**Provided data**
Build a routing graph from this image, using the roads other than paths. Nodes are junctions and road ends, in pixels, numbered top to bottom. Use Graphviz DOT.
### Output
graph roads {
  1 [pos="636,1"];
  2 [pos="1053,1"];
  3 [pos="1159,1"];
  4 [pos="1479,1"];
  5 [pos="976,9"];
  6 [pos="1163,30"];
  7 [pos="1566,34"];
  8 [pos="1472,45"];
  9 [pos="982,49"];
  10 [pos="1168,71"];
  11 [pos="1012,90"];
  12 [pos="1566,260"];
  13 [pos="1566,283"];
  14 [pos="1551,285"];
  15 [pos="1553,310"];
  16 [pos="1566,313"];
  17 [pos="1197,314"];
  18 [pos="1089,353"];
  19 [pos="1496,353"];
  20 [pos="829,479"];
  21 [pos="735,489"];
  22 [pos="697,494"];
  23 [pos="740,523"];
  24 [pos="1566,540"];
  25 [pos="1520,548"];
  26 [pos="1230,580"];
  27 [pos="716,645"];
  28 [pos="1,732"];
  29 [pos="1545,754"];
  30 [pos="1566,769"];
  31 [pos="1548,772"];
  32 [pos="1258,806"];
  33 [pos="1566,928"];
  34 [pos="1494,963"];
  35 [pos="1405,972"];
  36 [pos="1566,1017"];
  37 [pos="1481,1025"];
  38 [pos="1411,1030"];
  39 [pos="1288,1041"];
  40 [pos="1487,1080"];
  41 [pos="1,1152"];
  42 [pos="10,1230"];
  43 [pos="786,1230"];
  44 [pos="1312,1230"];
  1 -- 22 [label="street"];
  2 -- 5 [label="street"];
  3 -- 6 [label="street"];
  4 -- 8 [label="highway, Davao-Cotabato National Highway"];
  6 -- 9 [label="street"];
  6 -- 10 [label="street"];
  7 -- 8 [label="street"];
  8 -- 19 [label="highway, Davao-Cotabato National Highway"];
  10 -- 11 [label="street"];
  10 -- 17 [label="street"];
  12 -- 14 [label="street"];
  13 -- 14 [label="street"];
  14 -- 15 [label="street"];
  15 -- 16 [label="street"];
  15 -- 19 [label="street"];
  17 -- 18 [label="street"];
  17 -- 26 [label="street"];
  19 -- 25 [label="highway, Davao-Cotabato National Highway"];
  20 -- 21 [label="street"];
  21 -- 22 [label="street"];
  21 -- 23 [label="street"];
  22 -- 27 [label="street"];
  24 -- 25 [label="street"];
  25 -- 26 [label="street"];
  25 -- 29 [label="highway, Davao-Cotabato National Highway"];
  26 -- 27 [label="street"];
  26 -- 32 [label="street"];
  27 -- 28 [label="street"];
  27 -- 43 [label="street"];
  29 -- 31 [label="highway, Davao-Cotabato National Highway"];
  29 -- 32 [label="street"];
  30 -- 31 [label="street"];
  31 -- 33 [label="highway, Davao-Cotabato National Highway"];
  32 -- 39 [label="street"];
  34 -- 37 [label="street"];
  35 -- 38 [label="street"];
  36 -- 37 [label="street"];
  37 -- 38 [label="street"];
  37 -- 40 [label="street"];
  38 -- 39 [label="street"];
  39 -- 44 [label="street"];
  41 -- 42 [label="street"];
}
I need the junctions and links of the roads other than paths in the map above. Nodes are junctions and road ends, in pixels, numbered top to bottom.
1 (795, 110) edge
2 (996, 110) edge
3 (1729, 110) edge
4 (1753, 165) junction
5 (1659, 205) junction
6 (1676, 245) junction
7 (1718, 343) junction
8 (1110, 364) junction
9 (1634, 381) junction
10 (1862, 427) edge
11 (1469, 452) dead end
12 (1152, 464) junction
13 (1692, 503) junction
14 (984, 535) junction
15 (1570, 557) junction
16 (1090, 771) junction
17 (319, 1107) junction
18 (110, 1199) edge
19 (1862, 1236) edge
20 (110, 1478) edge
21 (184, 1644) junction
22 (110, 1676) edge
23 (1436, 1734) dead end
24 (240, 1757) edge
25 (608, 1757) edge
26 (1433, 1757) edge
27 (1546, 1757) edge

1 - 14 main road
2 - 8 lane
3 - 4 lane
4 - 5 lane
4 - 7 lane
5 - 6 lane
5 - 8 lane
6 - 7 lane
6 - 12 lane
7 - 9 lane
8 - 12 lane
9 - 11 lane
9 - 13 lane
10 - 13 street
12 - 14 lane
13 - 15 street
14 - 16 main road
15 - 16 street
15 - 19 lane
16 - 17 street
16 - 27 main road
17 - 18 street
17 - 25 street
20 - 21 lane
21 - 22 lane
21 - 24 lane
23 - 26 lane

**Task to complete**
Search the records for the word "edge". Copy each line where it appears.

**Result of this task**
1 (795, 110) edge
2 (996, 110) edge
3 (1729, 110) edge
10 (1862, 427) edge
18 (110, 1199) edge
19 (1862, 1236) edge
20 (110, 1478) edge
22 (110, 1676) edge
24 (240, 1757) edge
25 (608, 1757) edge
26 (1433, 1757) edge
27 (1546, 1757) edge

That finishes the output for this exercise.